Alternative: Self-host with workers-firecrawl - a Workers-native implementation (requires Workers Paid Plan, only implements /search endpoint).
Workers Example: Direct REST API
This example uses the fetch API to call Firecrawl directly - works perfectly in Cloudflare Workers:
interface Env { FIRECRAWL_API_KEY: string; SCRAPED_CACHE?: KVNamespace; // Optional: for caching results }
interface FirecrawlScrapeResponse { success: boolean; data: { markdown?: string; html?: string; metadata: { title?: string; description?: string; language?: string; sourceURL: string; }; }; }
export default { async fetch(request: Request, env: Env): Promise<Response> { if (request.method !== 'POST') { return Response.json({ error: 'Method not allowed' }, { status: 405 }); }
try {
const { url } = await request.json<{ url: string }>();
if (!url) {
return Response.json({ error: 'URL is required' }, { status: 400 });
}
// Check cache (optional)
if (env.SCRAPED_CACHE) {
const cached = await env.SCRAPED_CACHE.get(url, 'json');
if (cached) {
return Response.json({ cached: true, data: cached });
}
}
// Call Firecrawl API directly using fetch
const response = await fetch('https://api.firecrawl.dev/v2/scrape', {
method: 'POST',
headers: {
'Authorization': `Bearer ${env.FIRECRAWL_API_KEY}`,
'Content-Type': 'application/json',
},
body: JSON.stringify({
url: url,
formats: ['markdown'],
onlyMainContent: true,
removeBase64Images: true
})
});
if (!response.ok) {
const errorText = await response.text();
throw new Error(`Firecrawl API error (${response.status}): ${errorText}`);
}
const result = await response.json<FirecrawlScrapeResponse>();
// Cache for 1 hour (optional)
if (env.SCRAPED_CACHE && result.success) {
await env.SCRAPED_CACHE.put(
url,
JSON.stringify(result.data),
{ expirationTtl: 3600 }
);
}
return Response.json({
cached: false,
data: result.data
});
} catch (error) {
console.error('Scraping error:', error);
return Response.json(
{ error: error instanceof Error ? error.message : 'Unknown error' },
{ status: 500 }
);
}
} };
Environment Setup: Add FIRECRAWL_API_KEY in Wrangler secrets:
npx wrangler secret put FIRECRAWL_API_KEY
Optional KV Binding (for caching - add to wrangler.jsonc ):
{ "kv_namespaces": [ { "binding": "SCRAPED_CACHE", "id": "your-kv-namespace-id" } ] }
See templates/firecrawl-worker-fetch.ts for a complete production-ready example.
When to Use This Skill
✅ Use Firecrawl when:
-
Scraping modern websites with JavaScript
-
Need clean markdown output for LLMs
-
Building RAG systems from web content
-
Extracting structured data at scale
-
Dealing with bot protection
-
Need reliable, production-ready scraping
❌ Don't use Firecrawl when:
-
Scraping simple static HTML (use cheerio/beautifulsoup)
-
Have existing Puppeteer/Playwright setup working well
-
Working with APIs (use direct API calls instead)
-
Budget constraints (free tier has limits)
Common Issues & Solutions
Issue: "Invalid API Key"
Cause: API key not set or incorrect Fix:
Check env variable is set
echo $FIRECRAWL_API_KEY
Verify key format (should start with fc-)

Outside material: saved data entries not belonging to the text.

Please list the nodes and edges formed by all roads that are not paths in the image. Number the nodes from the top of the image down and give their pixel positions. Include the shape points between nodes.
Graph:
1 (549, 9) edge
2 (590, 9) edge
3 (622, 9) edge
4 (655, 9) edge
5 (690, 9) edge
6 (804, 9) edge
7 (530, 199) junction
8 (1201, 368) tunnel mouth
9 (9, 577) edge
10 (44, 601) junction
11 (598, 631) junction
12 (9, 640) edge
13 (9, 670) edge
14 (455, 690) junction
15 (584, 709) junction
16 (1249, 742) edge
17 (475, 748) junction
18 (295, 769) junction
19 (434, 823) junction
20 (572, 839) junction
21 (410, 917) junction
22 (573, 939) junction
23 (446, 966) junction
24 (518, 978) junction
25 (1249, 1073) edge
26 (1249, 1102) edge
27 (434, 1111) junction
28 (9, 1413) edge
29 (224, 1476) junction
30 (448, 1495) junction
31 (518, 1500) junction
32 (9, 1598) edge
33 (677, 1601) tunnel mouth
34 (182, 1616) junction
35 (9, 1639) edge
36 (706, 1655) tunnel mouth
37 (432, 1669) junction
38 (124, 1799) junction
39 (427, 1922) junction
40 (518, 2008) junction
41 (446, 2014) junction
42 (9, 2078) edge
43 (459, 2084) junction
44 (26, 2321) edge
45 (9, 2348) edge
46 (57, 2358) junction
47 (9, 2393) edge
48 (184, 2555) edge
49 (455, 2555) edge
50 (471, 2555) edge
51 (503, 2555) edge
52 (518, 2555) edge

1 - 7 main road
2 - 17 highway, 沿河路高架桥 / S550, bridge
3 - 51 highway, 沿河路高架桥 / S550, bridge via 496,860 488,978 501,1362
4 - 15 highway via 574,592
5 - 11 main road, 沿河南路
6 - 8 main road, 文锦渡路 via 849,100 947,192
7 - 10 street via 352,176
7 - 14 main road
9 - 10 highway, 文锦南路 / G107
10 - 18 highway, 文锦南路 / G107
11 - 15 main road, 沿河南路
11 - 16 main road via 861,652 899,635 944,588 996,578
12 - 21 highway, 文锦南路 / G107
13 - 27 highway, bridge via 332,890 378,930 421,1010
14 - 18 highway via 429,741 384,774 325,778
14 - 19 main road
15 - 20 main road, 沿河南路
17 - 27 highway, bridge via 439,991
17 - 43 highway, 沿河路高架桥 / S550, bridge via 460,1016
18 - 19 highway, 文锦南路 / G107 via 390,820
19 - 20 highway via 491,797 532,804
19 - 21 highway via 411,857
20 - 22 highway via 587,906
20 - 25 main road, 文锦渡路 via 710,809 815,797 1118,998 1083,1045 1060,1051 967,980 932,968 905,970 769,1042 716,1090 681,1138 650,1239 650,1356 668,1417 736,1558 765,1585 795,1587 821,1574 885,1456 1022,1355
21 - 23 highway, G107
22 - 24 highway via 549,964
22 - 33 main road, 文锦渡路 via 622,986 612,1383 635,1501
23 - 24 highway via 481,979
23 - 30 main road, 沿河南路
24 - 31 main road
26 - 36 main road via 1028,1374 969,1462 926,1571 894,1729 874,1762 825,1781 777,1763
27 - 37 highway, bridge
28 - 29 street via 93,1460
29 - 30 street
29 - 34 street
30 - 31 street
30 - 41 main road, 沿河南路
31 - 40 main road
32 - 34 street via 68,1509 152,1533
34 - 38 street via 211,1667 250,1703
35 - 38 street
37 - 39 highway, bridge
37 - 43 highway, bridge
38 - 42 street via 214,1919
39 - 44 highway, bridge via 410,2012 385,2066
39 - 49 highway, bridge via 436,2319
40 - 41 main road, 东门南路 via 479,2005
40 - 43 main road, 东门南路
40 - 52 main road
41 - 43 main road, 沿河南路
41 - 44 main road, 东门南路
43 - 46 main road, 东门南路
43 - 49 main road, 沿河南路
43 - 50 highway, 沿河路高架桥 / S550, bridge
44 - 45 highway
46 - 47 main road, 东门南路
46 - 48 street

Issue: "Rate limit exceeded"
Cause: Exceeded monthly credits Fix:
-
Check usage in dashboard
-
Upgrade plan or wait for reset
-
Use onlyMainContent: true to reduce credits
Issue: "Timeout error"
Cause: Page takes too long to load Fix:
result = app.scrape_url(url, params={"waitFor": 10000}) # Wait 10s
Issue: "Content is empty"
Cause: Content loaded via JavaScript after initial render Fix:
result = app.scrape_url(url, params={ "waitFor": 5000, "actions": [{"type": "wait", "milliseconds": 3000}] })
Advanced Features
Browser Actions
Perform interactions before scraping:
result = app.scrape_url( url="https://example.com", params={ "actions": [ {"type": "click", "selector": "button.load-more"}, {"type": "wait", "milliseconds": 2000}, {"type": "scroll", "direction": "down"} ] } )
Custom Headers
result = app.scrape_url( url="https://example.com", params={ "headers": { "User-Agent": "Custom Bot 1.0", "Accept-Language": "en-US" } } )
Webhooks for Long Crawls
Instead of polling, receive results via webhook:
crawl = app.crawl_url( url="https://docs.example.com", params={ "limit": 1000, "webhook": "https://your-domain.com/webhook" } )
Package Versions
Package Version Last Checked
firecrawl-py 4.5.0+ 2025-10-20
@mendable/firecrawl-js (or firecrawl) 4.4.1+ 2025-10-24
API Version v2 Current
Note: The Node.js SDK requires Node.js >=22.0.0 and cannot run in Cloudflare Workers. Use direct REST API calls in Workers (see Cloudflare Workers Integration section).
Official Documentation
-
Python SDK: https://docs.firecrawl.dev/sdks/python
-
Node.js SDK: https://docs.firecrawl.dev/sdks/node
-
API Reference: https://docs.firecrawl.dev/api-reference
-
Dashboard: https://www.firecrawl.dev/app
Next Steps After Using This Skill
-
Store scraped data: Use Cloudflare D1, R2, or KV to persist results
-
Build RAG system: Combine with Vectorize for semantic search
-
Add scheduling: Use Cloudflare Queues for recurring scrapes
-
Process content: Use Workers AI to analyze scraped data
Token Savings: ~60% vs manual integration Error Prevention: API authentication, rate limiting, format handling Production Ready: ✅